Durante o dia, olhando para fora e tomando os outros como modelo, o vício fica envergonhado, oculta as paixões de que padece e não se entrega a todos os seus impulsos, mas amiúde lhes resiste e combate: porém em sonhos, fugindo ao bom-senso e às leis e ficando o mais distante possível da reverência e do temor, cogita todo desejo e desperta tendências malignas e libidinosas. “Ousa dormir com a própria mãe” (como diz Platão), leva à boca alimentos sacrílegos e não se abstém de ação alguma, deleitando-se em transgredir quanto possível por meio de imagens e visões que não terminam em nenhum prazer e realização do desejo, mas conseguem apenas agitar e exasperar suas paixões e perversões.

3.     Onde está, então, o prazer do vício, se em nenhum lugar há isenção de dores e cuidados, nem auto-suficiência, nem tranqüilidade, nem calma? Pois, com efeito, é o funcionamento equilibrado e saudável do corpo que dá lugar e origem aos prazeres da carne; mas é impossível que um prazer e alegria sólidos nasçam na alma se a confiança, o destemor e o arrojo não lhes abrirem como que um abrigo ou piscina natural, protegida das ondas – caso contrário, mesmo se alguma esperança ou alegria sorrir a essa alma, ei-la rapidamente -irrompendo nela um só cuidado, como uma borrasca no mar calmo – toda transtornada e demolida.

4.     Reúne ouro, junta dinheiro, edifica pavimentos, enche a casa de escravos e a cidade de devedores: mas se não aplainares o terreno das paixões da alma, nem contiveres teu desejo insaciável, nem te livrares de teus medos e cuidados, destilas vinho para quem tem febre, serves mel a quem sofre do fígado e preparas pratos e comidas para quem sofre de cólicas e disenteria; nenhum destes absorve esses alimento nem se fortifica, mas é ainda mais prejudicado por eles.

Não vês que os enfermos mal toleram e rejeitam as mais finas e caras iguarias, desculpando-se com os que lhas trazem e insistem em que comam? Depois, restabelecido o seu vigor, estando perfeita sua saúde, limpo o sangue e normal a temperatura, não vês que, já de pé, se comprazem e se alegram comendo um simples naco de pão com agrião e queijo?

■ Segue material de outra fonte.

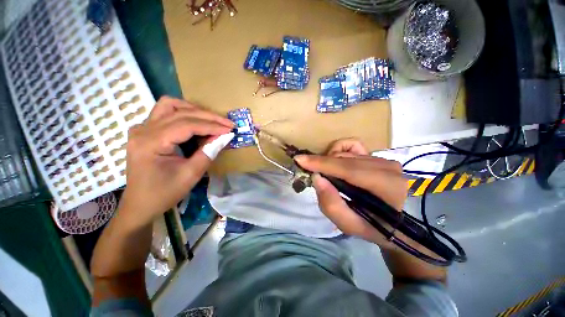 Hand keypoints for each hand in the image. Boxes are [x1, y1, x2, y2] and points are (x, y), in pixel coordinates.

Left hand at [120, 96, 233, 225]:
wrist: (140, 204)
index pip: (186, 125)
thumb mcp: (191, 175)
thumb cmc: (164, 193)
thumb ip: (208, 152)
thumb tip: (224, 136)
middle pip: (179, 112)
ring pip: (170, 106)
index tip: (230, 128)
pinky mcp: (144, 131)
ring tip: (212, 121)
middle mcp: (143, 130)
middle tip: (227, 123)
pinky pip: (164, 113)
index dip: (212, 125)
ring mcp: (141, 128)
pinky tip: (195, 123)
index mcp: (151, 143)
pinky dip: (183, 113)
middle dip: (207, 116)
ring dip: (194, 110)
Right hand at [295, 139, 406, 246]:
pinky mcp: (379, 156)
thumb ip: (331, 204)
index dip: (321, 163)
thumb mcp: (351, 226)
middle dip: (321, 163)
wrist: (403, 222)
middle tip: (310, 173)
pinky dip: (339, 150)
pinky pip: (353, 146)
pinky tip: (335, 160)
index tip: (300, 160)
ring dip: (329, 161)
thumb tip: (316, 178)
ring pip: (346, 153)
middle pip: (343, 159)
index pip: (347, 169)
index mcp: (386, 186)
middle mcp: (386, 167)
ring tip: (326, 174)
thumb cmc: (376, 228)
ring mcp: (383, 159)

É a razão que produz na alma uma tal disposição: serás auto-suficiente se aprenderes o que é o belo e bom; viverás na pobreza, e serás rei, e não terás menos felicidade numa vida pacata de homem privado do que se a levasses junto com cargos militares e civis. Se te entregares à sabedoria, não viverás sem prazer, mas aprenderás a viver alegremente em toda parte e com tudo o que se te deparar; regozijar-te-ás com a riqueza favorecendo muita gente, com a pobreza não tendo que gerir muitos bens, com a fama sendo um homem honrado, com a insignificância vivendo sem causar inveja.

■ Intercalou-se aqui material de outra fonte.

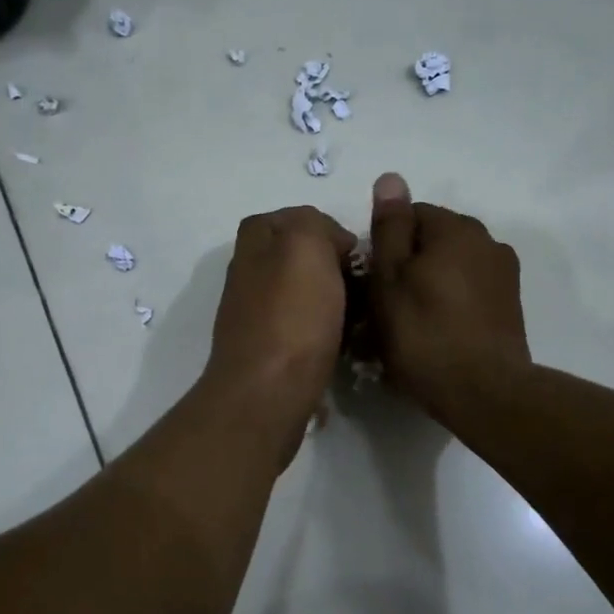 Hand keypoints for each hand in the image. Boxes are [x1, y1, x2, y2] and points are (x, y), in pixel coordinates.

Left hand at [201, 205, 357, 461]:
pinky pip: (306, 330)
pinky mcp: (269, 350)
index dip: (331, 230)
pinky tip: (345, 345)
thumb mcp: (305, 245)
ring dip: (336, 303)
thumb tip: (330, 244)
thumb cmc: (291, 317)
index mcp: (253, 242)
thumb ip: (315, 224)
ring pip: (307, 294)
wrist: (267, 395)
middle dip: (335, 269)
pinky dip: (327, 333)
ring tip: (362, 317)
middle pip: (303, 258)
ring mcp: (256, 313)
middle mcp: (249, 273)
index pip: (298, 218)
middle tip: (365, 286)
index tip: (356, 254)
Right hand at [368, 172, 529, 417]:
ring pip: (452, 267)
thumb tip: (391, 178)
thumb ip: (390, 227)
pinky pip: (470, 291)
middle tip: (387, 306)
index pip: (411, 215)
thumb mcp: (390, 278)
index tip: (375, 281)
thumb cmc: (424, 333)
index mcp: (457, 228)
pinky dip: (452, 303)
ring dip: (431, 284)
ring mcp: (504, 275)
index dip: (387, 246)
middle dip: (410, 264)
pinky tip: (439, 332)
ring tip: (412, 324)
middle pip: (434, 241)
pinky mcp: (510, 306)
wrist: (483, 392)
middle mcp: (488, 241)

Tradução a partir do original grego de Érico Nogueira, tendo por base a seguinte edição: Oeuvres Morales, Paris: Les Belles Lettres, v. 1, 2ª parte, 1989, págs. 250-3.

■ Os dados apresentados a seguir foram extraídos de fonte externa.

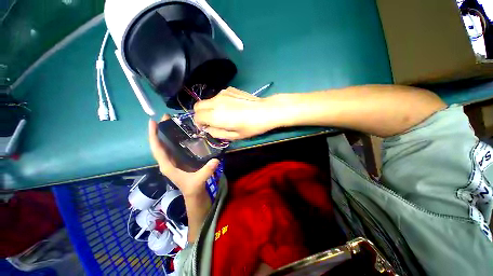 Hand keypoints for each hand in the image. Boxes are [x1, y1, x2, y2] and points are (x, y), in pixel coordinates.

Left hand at [148, 115, 218, 196]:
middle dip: (161, 130)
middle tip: (166, 116)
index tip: (153, 122)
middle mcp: (167, 161)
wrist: (194, 193)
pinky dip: (175, 138)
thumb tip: (216, 160)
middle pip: (160, 143)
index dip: (153, 135)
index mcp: (167, 165)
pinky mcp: (179, 159)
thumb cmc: (193, 188)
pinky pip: (174, 146)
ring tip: (173, 121)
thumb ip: (206, 171)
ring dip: (167, 132)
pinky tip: (182, 132)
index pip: (157, 149)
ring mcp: (173, 160)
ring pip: (166, 144)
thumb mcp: (199, 180)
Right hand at [193, 87, 276, 139]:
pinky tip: (231, 107)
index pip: (197, 117)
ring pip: (207, 100)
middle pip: (197, 106)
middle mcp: (215, 102)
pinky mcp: (229, 89)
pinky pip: (217, 96)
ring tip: (224, 114)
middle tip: (212, 121)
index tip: (207, 127)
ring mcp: (222, 93)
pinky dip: (219, 102)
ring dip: (210, 108)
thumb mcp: (234, 136)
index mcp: (216, 115)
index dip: (199, 124)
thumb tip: (208, 129)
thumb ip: (217, 133)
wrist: (266, 111)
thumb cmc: (251, 126)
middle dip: (201, 115)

Plutarco nasceu em Queronéia, na Beócia, em 47 d.C., e morreu na mesma cidade em 120 d.C. Foi filósofo de inspiração platônica, amigo do imperador Trajano e dono de um estilo inconfundível. Sua obra se divide entre as Moralia, tratados de cunho moral entre os quais se inclui o que traduzimos aqui, e as Vidas Paralelas, biografias de varões ilustres, que contrapõem sempre um grego a um romano.

 


NOTAS:

[1] Verso de uma tragédia de Sófocles, hoje perdida.

[2] Citação de uma das comédias perdidas de Menandro.

[3] Hesíodo, Os trabalhos e os dias, v. 705.

[4] Citação de um poeta desconhecido, provavelmente da Comédia Nova.


Publicado originalmente na revista-livro do Instituto de Formação e Educação (IFE), Dicta&Contradicta, Edição nº 2, Dezembro de 2008.